Esta obra singular se ha fechado en 1768, debido a que la escena representada es similar a la descripción de la salida en público del virrey Marqués de Croix, relatada en la crónica de Manuel de San Vicente, Exacta descripción de la Magnófica Corte Mexicana, Cabeza del Nuevo Americano Mundo, Significada por sus essenciales partes, para el bastante conocimiento de su Grandeza. A pesar de que estudios posteriores ubican la elaboración de la pintura en la primera mitad del siglo XVIII, con base en detalles como los de la indumentaria de los personajes representados, Lo más probable es que haya sido elaborada entre 1757 y 1768, entre los gobiernos de los virreyes marqueses De las Amarillas (1755-1760) y De Croix (1766- 1771), debido a la presencia de elementos como a acequia, techada entre 1753 y 1754, y los cajones de San José, construidos en 1757. También destaca la columna de Fernando VI, obsequiada a la ciudad de México por el mismo rey en 1747, que por su ubicación protagónica en el centro de la composición, al margen de la población y con el resguardo de la milicia, sugieren que el A?leo pudo estar dedicado a ese monarca, aunque fuera en los años inmediatos a su muerte en 1759.

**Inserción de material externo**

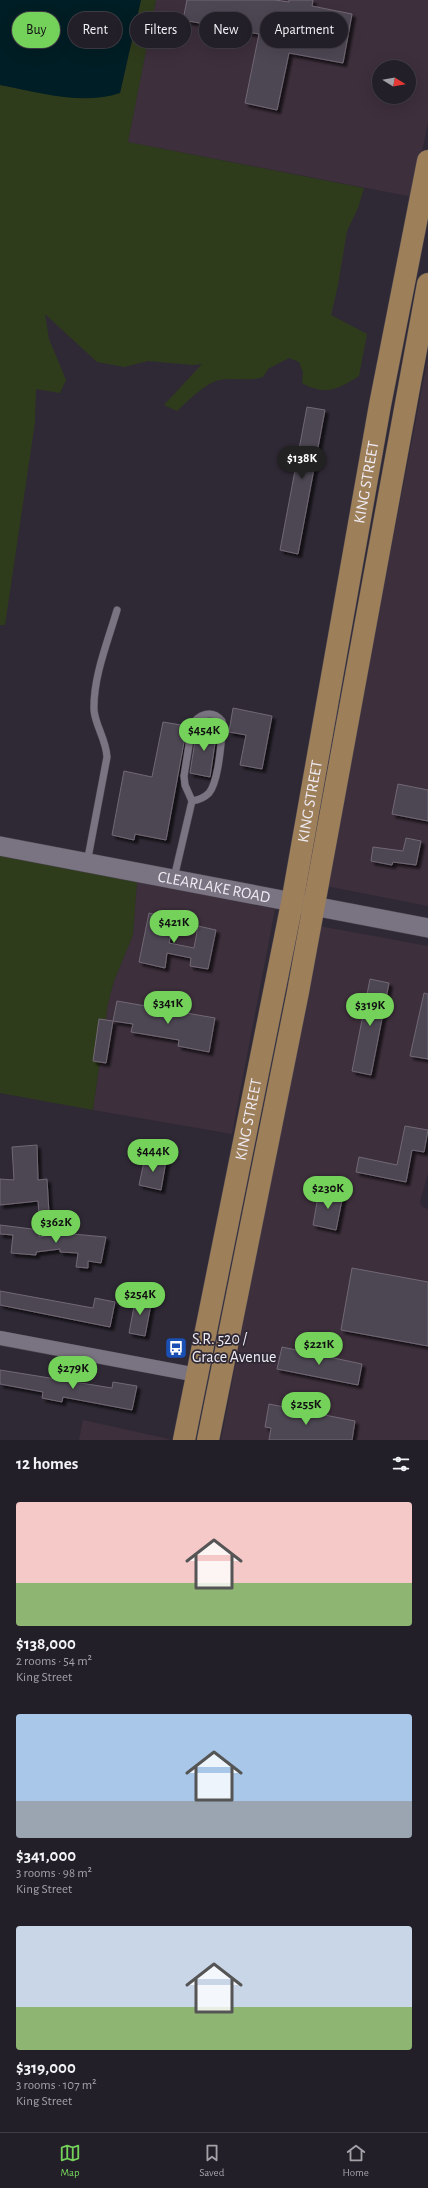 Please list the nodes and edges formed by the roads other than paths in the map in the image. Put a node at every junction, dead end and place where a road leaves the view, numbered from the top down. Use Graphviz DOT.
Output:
graph roads {
  1 [pos="428,161"];
  2 [pos="414,232"];
  3 [pos="428,284"];
  4 [pos="398,442"];
  5 [pos="350,577"];
  6 [pos="373,581"];
  7 [pos="117,610"];
  8 [pos="192,801"];
  9 [pos="0,846"];
  10 [pos="87,863"];
  11 [pos="174,880"];
  12 [pos="292,903"];
  13 [pos="314,907"];
  14 [pos="428,928"];
  15 [pos="204,1337"];
  16 [pos="0,1338"];
  17 [pos="197,1375"];
  18 [pos="184,1440"];
  19 [pos="196,1440"];
  20 [pos="208,1440"];
  1 -- 2 [label="main road, KING STREET"];
  2 -- 4 [label="main road"];
  2 -- 5 [label="main road, KING STREET"];
  3 -- 4 [label="main road, KING STREET"];
  4 -- 6 [label="main road, KING STREET"];
  5 -- 6 [label="main road"];
  5 -- 12 [label="main road, KING STREET"];
  6 -- 13 [label="main road, KING STREET"];
  7 -- 10 [label="lane"];
  8 -- 8 [label="lane"];
  8 -- 11 [label="lane"];
  9 -- 10 [label="street, CLEARLAKE ROAD"];
  10 -- 11 [label="street, CLEARLAKE ROAD"];
  11 -- 12 [label="street, CLEARLAKE ROAD"];
  12 -- 13 [label="street, CLEARLAKE ROAD"];
  12 -- 15 [label="main road, KING STREET"];
  13 -- 14 [label="street, CLEARLAKE ROAD"];
  13 -- 20 [label="main road, KING STREET"];
  15 -- 17 [label="main road, KING STREET"];
  15 -- 19 [label="main road"];
  16 -- 17 [label="street"];
  17 -- 18 [label="main road, KING STREET"];
}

Podemos identificar el tema de la pintura como una vista urbana con escenas costumbristas. Se trata de la Plaza Mayor de la ciudad de México, observada de oriente a poniente. Debió pintarse desde el Palacio Virreinal, hoy Palacio Nacional, pues en la parte inferior, a manera de marco, se distingue el almenado de este edificio.

Hay que recordar la importancia de las plazas mayores. Eran, dentro de las ciudades, el espacio público por excelencia, el sitio donde se llevaban a cabo las actividades cotidianas. Fueron por ello un elemento indispensable tanto en las ciudades americanas como en las europeas y se inspiraban en el urbanismo clásico. En el siglo XVIII la Plaza Mayor de la ciudad de México no sólo fue un centro de actividades comerciales, fiestas religiosas y civiles, impartición pública de justicia, sino también fue el lugar donde se reunía la sociedad novohispana para ponerse al tanto de los acontecimientos más recientes, de poca o mucha relevancia, las modas y las ideas en boga.

El ángulo imaginario en que se acomoda la escena representada nos permite una mayor visibilidad sobre toda la plaza, es decir, la perspectiva errónea y la falta de una escala adecuada en los edificios nos deja apreciar con mayor detalle un espacio más amplio de la Plaza Mayor. No quiere decir que el pintor de la obra careciera de conocimientos compositivos, ni que su estilo pictórico fuera ingenuo, sino que pudo valerse de un recurso visual para alcanzar una mirada más completa sin el estorbo de los edificios circundantes.

Una lectura de la imagen, contraria al correr de las manecillas del reloj, parece iniciarse con el traslado del virrey y su comitiva del Palacio a la Catedral. En la composición, el recorrido parece prolongarse para rodear la Plaza Mayor, pasando primero entre el Portal de Mercaderes y el Parián, representantes de los comerciantes más ricos del reino y lugar de abasto de las clases más acomodadas y las provincias del interior. En seguida, al costado izquierdo de la pintura, la calle de la Acequia pasa frente a las casas de Cabildo, donde ejercían sus funciones los miembros del ayuntamiento de la ciudad, importante grupo de poder local, a la par del virrey, las audiencias y la Iglesia.

Por último, como resultado de la barrera de los numerosos espectadores del evento oficial, el camino, así como la base del aparato social jerárquico, desemboca en los puestos y las mesillas que componen el Mercado de Bastimentos y el Baratillo chico, sitios de reunión y abasto del grueso de la población de escasos recursos. Este último aspecto queda unido y sometido al poder del rey en la Columna de Fernando VI, al centro de la composición, la cual resulta indispensable para la ceremonia de afianzamiento de poder que preside el virrey.